Exporting from Edlink to SFTP
This cookbook will guide you through creating a system that pulls data from the Edlink API, transforms it, and sends it to an SFTP server. By the end, you'll have a robust integration that can sync educational data from our system to yours in a containerized environment. This project is fully open source and you can find all the code on GitHub, released under the MIT License.

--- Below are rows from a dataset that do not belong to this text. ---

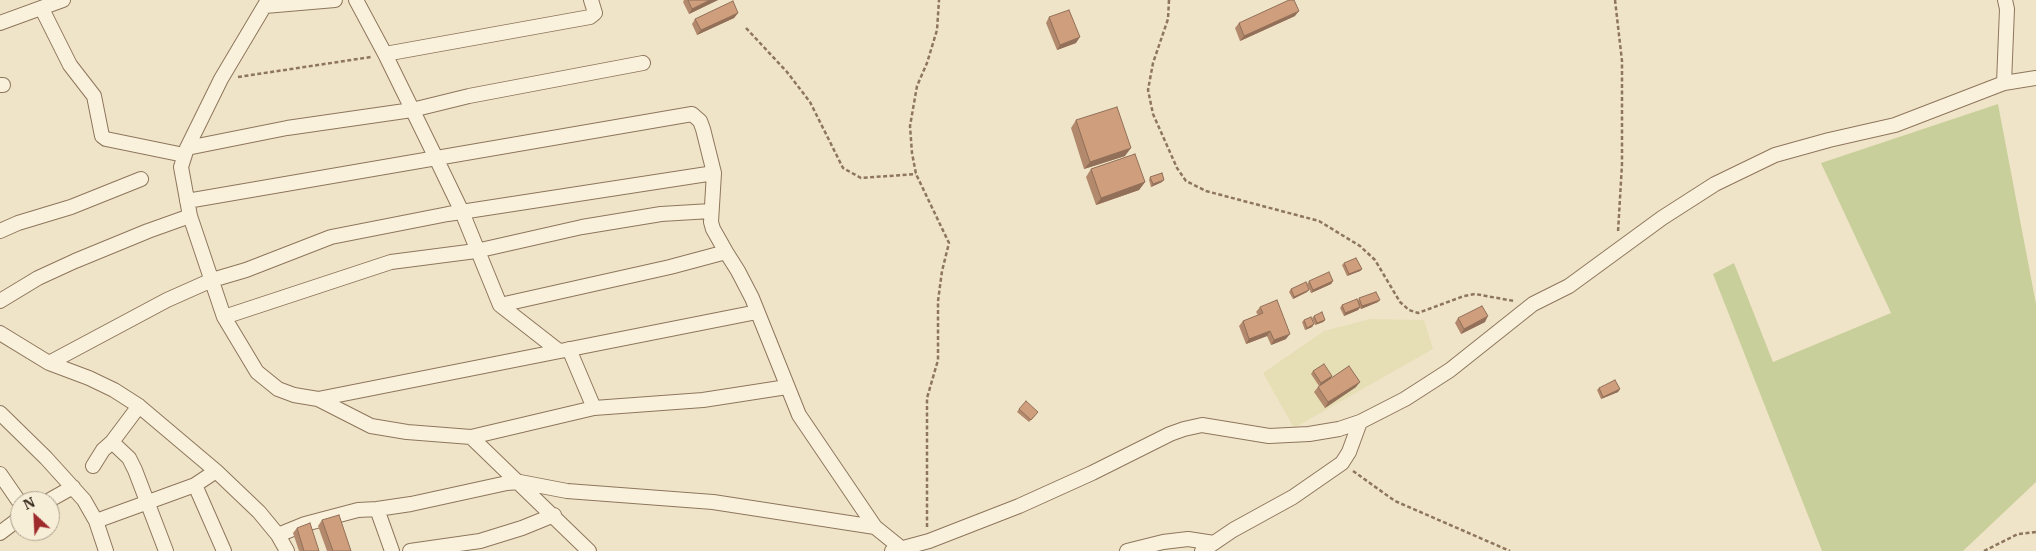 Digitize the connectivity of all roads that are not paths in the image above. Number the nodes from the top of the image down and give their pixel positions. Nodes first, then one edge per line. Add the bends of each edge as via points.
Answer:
1 (63, 0) edge
2 (325, 0) edge
3 (335, 0) edge
4 (356, 0) edge
5 (591, 0) edge
6 (2005, 0) edge
7 (266, 3) edge
8 (42, 9) junction
9 (0, 23) edge
10 (385, 54) junction
11 (643, 63) dead end
12 (2036, 78) edge
13 (2004, 84) junction
14 (412, 110) junction
15 (185, 152) junction
16 (436, 158) junction
17 (714, 173) junction
18 (141, 179) dead end
19 (187, 201) junction
20 (711, 210) junction
21 (462, 212) junction
22 (190, 216) junction
23 (0, 230) edge
24 (476, 251) junction
25 (726, 252) junction
26 (212, 280) junction
27 (0, 301) edge
28 (500, 305) junction
29 (757, 312) junction
30 (224, 317) junction
31 (0, 333) edge
32 (564, 350) junction
33 (49, 363) junction
34 (787, 387) junction
35 (318, 399) junction
36 (139, 406) junction
37 (594, 408) junction
38 (0, 413) edge
39 (1360, 422) junction
40 (471, 437) junction
41 (112, 442) junction
42 (93, 466) dead end
43 (216, 471) junction
44 (0, 474) edge
45 (520, 482) junction
46 (195, 485) junction
47 (73, 487) junction
48 (12, 491) edge
49 (60, 494) edge
50 (147, 503) junction
51 (377, 509) junction
52 (554, 515) junction
53 (96, 521) junction
54 (875, 527) junction
55 (278, 535) junction
56 (1208, 547) edge
57 (896, 549) edge
58 (106, 551) edge
59 (166, 551) edge
60 (224, 551) edge
61 (286, 551) edge
62 (392, 551) edge
63 (410, 551) edge
64 (589, 551) edge
65 (1127, 551) edge

1 - 8 street
2 - 3 street
2 - 7 street
4 - 10 street
5 - 10 street via 595,13 590,17
6 - 13 street
7 - 15 street via 221,79
8 - 9 street
8 - 15 street via 70,65 96,100 102,136
10 - 14 street
11 - 14 street
12 - 13 street
13 - 39 street via 1895,124 1775,155 1715,184 1569,286 1533,304 1450,370 1405,399
14 - 15 street via 287,128
14 - 16 street
15 - 19 street via 181,168
16 - 17 street via 692,114 703,129
16 - 19 street
16 - 21 street
17 - 20 street
17 - 21 street
18 - 23 street
19 - 22 street
20 - 24 street via 661,214 582,227
20 - 25 street via 713,229
21 - 24 street
21 - 26 street via 331,237
22 - 26 street
22 - 27 street via 74,261
24 - 28 street
24 - 30 street via 391,262
25 - 28 street
25 - 29 street
26 - 30 street
26 - 33 street via 142,312
28 - 32 street
29 - 32 street
29 - 34 street
30 - 35 street via 257,372 278,389
31 - 33 street
32 - 35 street
32 - 37 street
33 - 36 street via 114,390
34 - 37 street via 703,400
34 - 54 street via 799,415
35 - 40 street via 371,426
36 - 41 street
36 - 43 street
37 - 40 street
38 - 47 street
39 - 56 street via 1342,462
39 - 57 street via 1309,434 1270,436 1202,426 1184,429 1050,492 929,541
40 - 45 street
41 - 42 street
41 - 50 street via 132,464
43 - 46 street
43 - 55 street
44 - 48 street
45 - 51 street
45 - 52 street
45 - 54 street via 567,491 713,502
46 - 50 street
46 - 60 street
47 - 49 street
47 - 53 street
50 - 53 street
50 - 59 street
51 - 55 street via 344,513
51 - 62 street
52 - 63 street via 473,542
52 - 64 street
53 - 58 street
54 - 57 street
55 - 61 street
56 - 65 street via 1188,539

Feel free to fork, modify, and adapt it to your needs.
Project Overview
The API-to-SFTP integration project solves a common problem in educational technology: getting data into systems that only support SFTP. Here's what we're going to do:
- Connects to an the Edlink API to fetch data from your integrations.
- Retrieves data about districts, schools, courses, classes, and people.
- Transforms the data into domain-specific CSV formats.
- Uploads these files to an SFTP server for consumption by other systems.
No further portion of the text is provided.